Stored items
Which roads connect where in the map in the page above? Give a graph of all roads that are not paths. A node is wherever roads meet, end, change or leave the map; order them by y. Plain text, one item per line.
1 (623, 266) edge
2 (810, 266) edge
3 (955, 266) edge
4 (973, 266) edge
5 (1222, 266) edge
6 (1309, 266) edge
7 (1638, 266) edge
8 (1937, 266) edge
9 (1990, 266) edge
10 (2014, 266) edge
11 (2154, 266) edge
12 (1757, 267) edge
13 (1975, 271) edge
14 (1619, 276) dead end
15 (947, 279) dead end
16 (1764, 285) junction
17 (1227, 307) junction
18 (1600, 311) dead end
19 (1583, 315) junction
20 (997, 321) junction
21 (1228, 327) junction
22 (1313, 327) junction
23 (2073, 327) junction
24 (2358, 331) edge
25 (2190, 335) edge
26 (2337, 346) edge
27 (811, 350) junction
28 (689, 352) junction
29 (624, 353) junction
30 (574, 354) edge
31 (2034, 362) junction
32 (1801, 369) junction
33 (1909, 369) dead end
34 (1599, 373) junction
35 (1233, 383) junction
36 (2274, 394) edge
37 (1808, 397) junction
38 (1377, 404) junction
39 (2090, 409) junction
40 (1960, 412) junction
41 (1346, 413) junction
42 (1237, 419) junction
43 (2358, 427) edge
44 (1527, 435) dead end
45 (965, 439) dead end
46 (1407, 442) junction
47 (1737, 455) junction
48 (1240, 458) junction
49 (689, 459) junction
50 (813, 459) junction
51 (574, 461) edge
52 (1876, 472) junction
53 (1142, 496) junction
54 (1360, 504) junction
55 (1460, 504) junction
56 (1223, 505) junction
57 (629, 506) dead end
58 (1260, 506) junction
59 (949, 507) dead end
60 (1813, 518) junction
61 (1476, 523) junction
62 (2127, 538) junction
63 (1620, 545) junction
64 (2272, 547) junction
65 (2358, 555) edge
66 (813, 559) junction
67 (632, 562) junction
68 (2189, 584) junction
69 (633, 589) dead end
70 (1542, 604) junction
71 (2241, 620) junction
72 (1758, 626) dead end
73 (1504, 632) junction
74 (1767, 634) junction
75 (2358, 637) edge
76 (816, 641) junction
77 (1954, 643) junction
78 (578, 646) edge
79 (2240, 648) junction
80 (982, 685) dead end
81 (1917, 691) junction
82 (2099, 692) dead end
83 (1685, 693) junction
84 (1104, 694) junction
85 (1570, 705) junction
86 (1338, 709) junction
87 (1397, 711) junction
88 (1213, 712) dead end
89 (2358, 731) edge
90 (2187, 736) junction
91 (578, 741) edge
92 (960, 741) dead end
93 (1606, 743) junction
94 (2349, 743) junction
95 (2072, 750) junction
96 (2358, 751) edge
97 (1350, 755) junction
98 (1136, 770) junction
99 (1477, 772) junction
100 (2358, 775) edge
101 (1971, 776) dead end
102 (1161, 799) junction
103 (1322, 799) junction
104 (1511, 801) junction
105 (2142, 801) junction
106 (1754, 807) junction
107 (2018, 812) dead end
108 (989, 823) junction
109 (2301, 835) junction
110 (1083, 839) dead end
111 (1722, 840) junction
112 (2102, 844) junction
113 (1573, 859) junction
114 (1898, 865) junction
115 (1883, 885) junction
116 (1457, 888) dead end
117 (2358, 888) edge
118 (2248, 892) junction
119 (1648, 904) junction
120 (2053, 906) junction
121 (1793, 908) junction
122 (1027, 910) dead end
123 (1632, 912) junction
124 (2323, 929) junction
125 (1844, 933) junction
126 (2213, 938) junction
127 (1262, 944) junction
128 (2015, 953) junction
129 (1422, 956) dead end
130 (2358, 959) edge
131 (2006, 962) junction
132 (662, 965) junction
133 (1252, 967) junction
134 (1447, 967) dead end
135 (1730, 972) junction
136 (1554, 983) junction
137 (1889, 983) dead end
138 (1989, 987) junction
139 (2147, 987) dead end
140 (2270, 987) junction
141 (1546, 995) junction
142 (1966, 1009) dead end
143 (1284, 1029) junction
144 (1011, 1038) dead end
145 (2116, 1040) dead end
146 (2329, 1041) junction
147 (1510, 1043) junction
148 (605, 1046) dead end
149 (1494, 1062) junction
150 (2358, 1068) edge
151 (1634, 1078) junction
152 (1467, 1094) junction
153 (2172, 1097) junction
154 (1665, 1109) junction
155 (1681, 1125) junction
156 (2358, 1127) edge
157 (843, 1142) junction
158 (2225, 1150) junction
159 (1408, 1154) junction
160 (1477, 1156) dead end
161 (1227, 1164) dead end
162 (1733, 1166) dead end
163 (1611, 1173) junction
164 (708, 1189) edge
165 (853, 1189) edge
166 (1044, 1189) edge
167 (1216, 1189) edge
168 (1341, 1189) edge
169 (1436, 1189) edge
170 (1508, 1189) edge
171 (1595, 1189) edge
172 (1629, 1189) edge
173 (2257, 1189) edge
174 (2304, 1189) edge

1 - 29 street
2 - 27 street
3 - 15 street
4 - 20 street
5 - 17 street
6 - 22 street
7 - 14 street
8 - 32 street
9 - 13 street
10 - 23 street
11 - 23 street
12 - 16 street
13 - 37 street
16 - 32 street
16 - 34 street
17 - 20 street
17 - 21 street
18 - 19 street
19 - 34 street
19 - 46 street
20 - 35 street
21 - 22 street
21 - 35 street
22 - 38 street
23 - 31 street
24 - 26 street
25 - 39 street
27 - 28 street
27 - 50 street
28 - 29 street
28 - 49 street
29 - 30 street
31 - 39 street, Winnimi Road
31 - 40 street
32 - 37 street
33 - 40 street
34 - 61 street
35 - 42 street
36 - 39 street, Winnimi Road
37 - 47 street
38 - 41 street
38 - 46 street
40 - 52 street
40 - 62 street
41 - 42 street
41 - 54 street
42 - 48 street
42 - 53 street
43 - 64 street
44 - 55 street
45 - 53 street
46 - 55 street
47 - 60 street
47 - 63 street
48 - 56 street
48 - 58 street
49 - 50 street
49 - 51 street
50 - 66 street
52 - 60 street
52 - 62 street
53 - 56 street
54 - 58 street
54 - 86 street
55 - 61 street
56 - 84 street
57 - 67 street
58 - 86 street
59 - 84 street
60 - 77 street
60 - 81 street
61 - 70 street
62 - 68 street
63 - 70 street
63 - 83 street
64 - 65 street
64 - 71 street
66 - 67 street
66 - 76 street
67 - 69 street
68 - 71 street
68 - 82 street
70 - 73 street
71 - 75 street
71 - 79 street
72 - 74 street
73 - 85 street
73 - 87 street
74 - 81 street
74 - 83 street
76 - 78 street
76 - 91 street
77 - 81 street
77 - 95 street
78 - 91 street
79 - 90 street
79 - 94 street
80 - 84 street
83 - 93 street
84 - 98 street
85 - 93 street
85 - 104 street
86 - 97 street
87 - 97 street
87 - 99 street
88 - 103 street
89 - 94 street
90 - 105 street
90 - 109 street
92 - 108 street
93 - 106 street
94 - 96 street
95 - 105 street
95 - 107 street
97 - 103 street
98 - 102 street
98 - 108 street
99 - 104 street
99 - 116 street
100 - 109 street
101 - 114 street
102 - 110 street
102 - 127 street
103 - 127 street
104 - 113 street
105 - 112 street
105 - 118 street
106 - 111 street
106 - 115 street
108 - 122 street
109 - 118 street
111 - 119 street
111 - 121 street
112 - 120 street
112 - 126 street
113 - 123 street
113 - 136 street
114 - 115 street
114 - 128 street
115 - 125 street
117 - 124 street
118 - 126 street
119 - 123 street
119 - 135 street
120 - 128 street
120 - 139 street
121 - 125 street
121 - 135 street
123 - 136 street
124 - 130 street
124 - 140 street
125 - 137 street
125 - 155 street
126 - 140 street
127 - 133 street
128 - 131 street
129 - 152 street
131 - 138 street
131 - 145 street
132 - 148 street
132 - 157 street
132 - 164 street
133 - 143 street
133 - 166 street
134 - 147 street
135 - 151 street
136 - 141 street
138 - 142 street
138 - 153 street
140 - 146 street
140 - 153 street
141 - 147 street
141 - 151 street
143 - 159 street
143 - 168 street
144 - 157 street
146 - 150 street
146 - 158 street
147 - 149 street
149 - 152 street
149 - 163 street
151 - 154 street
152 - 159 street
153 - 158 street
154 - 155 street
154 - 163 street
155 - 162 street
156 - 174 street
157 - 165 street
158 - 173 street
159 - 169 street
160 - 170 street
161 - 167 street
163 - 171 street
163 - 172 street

• YOUR ASSIGNMENT:
For the records above, tally the lines holding the word "Winnimi". Answer with the number only.

• YOUR SOLUTION:
2